Stapleton lives on Hillside Road about a half mile from the proposed development. She said it’s already difficult to exit onto Highway 42, particularly for campers at the Frontier Wilderness Campground on Hillside Road, even without the Dollar General entrance so close to Highway 42. 

This preliminary site plan shows how a Dollar General store would be situated on a vacant, 2.5-acre lot within the Town of Egg Harbor if the town approves the plans. The site is just south of the Egg Harbor Fun Park. Source: Town of Egg Harbor.

The committee that’s opposed to the chain store foresees dangerous challenges for semi-trucks and larger campers, traffic backups and bottlenecks. There is also a blind spot caused by a hill on Hillside Road east of the proposed Dollar General driveway that could make ingress and egress dangerous, Stapleton said.

“We would like to see a traffic study of that intersection done,” Stapleton said.

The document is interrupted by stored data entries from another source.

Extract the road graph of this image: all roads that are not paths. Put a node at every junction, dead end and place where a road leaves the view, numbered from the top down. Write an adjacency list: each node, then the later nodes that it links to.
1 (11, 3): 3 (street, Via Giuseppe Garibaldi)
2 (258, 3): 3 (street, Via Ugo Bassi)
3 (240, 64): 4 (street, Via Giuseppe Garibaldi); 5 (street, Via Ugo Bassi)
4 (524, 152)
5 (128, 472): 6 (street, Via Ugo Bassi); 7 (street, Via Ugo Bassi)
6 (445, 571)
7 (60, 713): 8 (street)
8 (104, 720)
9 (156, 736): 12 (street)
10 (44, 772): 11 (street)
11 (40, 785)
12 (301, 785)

The Town of Egg Harbor does not have its own zoning code and did not adopt Door County zoning. Its ordinances pertaining to the development would be those governing building permits and architectural controls that address items such as minimum lot sizes, height, setbacks and impervious surface ratios.

The Architectural Control Commission, made up of the town’s Plan Commission members, would examine the application to ensure compliance with town and state standards pertaining to items such as character, landscape design and lighting. That meeting would come after the public hearing. Currently, the Plan Commission is scheduled to meet Nov. 9, 6 pm, at the town hall.

The developer is the same one who went before the Sister Bay Plan Commission in December 2019 with a plan that did not meet the village’s green-space requirements. The commission sent the developer away from that meeting with a list of changes to make. The developer could have presented a new plan to the Sister Bay Plan Commission in January of this year, but he did not return.